### Input ###

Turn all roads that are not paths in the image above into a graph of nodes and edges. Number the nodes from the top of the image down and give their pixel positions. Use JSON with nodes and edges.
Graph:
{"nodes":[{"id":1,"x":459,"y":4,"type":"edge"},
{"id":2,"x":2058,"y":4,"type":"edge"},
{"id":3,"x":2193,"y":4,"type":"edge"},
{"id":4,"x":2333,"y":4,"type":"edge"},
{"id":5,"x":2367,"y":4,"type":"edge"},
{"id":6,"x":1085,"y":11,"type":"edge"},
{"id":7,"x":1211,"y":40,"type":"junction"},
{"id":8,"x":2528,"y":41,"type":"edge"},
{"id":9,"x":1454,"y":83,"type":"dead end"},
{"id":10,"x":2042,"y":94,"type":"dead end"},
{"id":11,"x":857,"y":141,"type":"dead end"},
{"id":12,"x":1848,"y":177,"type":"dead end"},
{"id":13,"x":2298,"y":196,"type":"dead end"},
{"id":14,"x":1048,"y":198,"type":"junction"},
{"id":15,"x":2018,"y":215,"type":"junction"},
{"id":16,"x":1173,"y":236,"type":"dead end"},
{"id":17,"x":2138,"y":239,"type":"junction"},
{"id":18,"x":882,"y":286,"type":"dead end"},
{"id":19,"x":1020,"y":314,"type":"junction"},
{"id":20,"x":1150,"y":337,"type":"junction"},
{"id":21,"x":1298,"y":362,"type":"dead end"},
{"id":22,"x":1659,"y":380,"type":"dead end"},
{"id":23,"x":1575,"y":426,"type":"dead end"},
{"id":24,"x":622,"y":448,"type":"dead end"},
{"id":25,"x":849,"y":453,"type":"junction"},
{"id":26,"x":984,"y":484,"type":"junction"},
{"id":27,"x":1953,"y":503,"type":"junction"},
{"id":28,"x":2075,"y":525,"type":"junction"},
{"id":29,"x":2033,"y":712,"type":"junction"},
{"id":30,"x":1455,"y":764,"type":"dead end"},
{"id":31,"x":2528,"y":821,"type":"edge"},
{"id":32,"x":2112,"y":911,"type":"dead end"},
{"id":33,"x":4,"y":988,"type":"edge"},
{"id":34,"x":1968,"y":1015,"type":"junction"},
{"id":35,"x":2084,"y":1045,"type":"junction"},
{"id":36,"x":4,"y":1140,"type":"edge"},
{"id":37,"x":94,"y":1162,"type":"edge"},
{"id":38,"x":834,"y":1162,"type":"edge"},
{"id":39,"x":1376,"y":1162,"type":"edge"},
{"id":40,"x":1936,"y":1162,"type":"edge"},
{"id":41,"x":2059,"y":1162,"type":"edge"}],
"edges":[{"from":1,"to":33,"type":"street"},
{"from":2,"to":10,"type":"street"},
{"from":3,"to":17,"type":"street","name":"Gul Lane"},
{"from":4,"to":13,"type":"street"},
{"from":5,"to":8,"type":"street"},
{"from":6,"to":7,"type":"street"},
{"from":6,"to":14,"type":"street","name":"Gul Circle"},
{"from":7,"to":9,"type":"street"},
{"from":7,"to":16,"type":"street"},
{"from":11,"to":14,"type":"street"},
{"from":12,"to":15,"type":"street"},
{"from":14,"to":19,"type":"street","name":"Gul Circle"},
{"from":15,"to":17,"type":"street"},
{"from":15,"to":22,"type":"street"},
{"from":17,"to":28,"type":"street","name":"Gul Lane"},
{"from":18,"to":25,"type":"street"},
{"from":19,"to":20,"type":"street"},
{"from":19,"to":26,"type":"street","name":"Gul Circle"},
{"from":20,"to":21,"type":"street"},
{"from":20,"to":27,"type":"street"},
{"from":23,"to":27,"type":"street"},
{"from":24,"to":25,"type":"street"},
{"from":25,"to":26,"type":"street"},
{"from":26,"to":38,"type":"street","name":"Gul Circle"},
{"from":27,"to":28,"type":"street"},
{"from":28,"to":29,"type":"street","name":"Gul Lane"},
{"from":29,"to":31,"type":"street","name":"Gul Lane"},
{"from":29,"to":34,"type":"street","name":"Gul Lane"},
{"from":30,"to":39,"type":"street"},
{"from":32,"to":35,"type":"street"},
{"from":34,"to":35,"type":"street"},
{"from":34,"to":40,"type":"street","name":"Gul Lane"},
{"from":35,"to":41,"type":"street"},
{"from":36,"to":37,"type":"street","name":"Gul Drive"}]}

###

Task goal: Please reproduce the entire listing. Keep it identical.

Answer to this task:
Turn all roads that are not paths in the image above into a graph of nodes and edges. Number the nodes from the top of the image down and give their pixel positions. Use JSON with nodes and edges.
Graph:
{"nodes":[{"id":1,"x":459,"y":4,"type":"edge"},
{"id":2,"x":2058,"y":4,"type":"edge"},
{"id":3,"x":2193,"y":4,"type":"edge"},
{"id":4,"x":2333,"y":4,"type":"edge"},
{"id":5,"x":2367,"y":4,"type":"edge"},
{"id":6,"x":1085,"y":11,"type":"edge"},
{"id":7,"x":1211,"y":40,"type":"junction"},
{"id":8,"x":2528,"y":41,"type":"edge"},
{"id":9,"x":1454,"y":83,"type":"dead end"},
{"id":10,"x":2042,"y":94,"type":"dead end"},
{"id":11,"x":857,"y":141,"type":"dead end"},
{"id":12,"x":1848,"y":177,"type":"dead end"},
{"id":13,"x":2298,"y":196,"type":"dead end"},
{"id":14,"x":1048,"y":198,"type":"junction"},
{"id":15,"x":2018,"y":215,"type":"junction"},
{"id":16,"x":1173,"y":236,"type":"dead end"},
{"id":17,"x":2138,"y":239,"type":"junction"},
{"id":18,"x":882,"y":286,"type":"dead end"},
{"id":19,"x":1020,"y":314,"type":"junction"},
{"id":20,"x":1150,"y":337,"type":"junction"},
{"id":21,"x":1298,"y":362,"type":"dead end"},
{"id":22,"x":1659,"y":380,"type":"dead end"},
{"id":23,"x":1575,"y":426,"type":"dead end"},
{"id":24,"x":622,"y":448,"type":"dead end"},
{"id":25,"x":849,"y":453,"type":"junction"},
{"id":26,"x":984,"y":484,"type":"junction"},
{"id":27,"x":1953,"y":503,"type":"junction"},
{"id":28,"x":2075,"y":525,"type":"junction"},
{"id":29,"x":2033,"y":712,"type":"junction"},
{"id":30,"x":1455,"y":764,"type":"dead end"},
{"id":31,"x":2528,"y":821,"type":"edge"},
{"id":32,"x":2112,"y":911,"type":"dead end"},
{"id":33,"x":4,"y":988,"type":"edge"},
{"id":34,"x":1968,"y":1015,"type":"junction"},
{"id":35,"x":2084,"y":1045,"type":"junction"},
{"id":36,"x":4,"y":1140,"type":"edge"},
{"id":37,"x":94,"y":1162,"type":"edge"},
{"id":38,"x":834,"y":1162,"type":"edge"},
{"id":39,"x":1376,"y":1162,"type":"edge"},
{"id":40,"x":1936,"y":1162,"type":"edge"},
{"id":41,"x":2059,"y":1162,"type":"edge"}],
"edges":[{"from":1,"to":33,"type":"street"},
{"from":2,"to":10,"type":"street"},
{"from":3,"to":17,"type":"street","name":"Gul Lane"},
{"from":4,"to":13,"type":"street"},
{"from":5,"to":8,"type":"street"},
{"from":6,"to":7,"type":"street"},
{"from":6,"to":14,"type":"street","name":"Gul Circle"},
{"from":7,"to":9,"type":"street"},
{"from":7,"to":16,"type":"street"},
{"from":11,"to":14,"type":"street"},
{"from":12,"to":15,"type":"street"},
{"from":14,"to":19,"type":"street","name":"Gul Circle"},
{"from":15,"to":17,"type":"street"},
{"from":15,"to":22,"type":"street"},
{"from":17,"to":28,"type":"street","name":"Gul Lane"},
{"from":18,"to":25,"type":"street"},
{"from":19,"to":20,"type":"street"},
{"from":19,"to":26,"type":"street","name":"Gul Circle"},
{"from":20,"to":21,"type":"street"},
{"from":20,"to":27,"type":"street"},
{"from":23,"to":27,"type":"street"},
{"from":24,"to":25,"type":"street"},
{"from":25,"to":26,"type":"street"},
{"from":26,"to":38,"type":"street","name":"Gul Circle"},
{"from":27,"to":28,"type":"street"},
{"from":28,"to":29,"type":"street","name":"Gul Lane"},
{"from":29,"to":31,"type":"street","name":"Gul Lane"},
{"from":29,"to":34,"type":"street","name":"Gul Lane"},
{"from":30,"to":39,"type":"street"},
{"from":32,"to":35,"type":"street"},
{"from":34,"to":35,"type":"street"},
{"from":34,"to":40,"type":"street","name":"Gul Lane"},
{"from":35,"to":41,"type":"street"},
{"from":36,"to":37,"type":"street","name":"Gul Drive"}]}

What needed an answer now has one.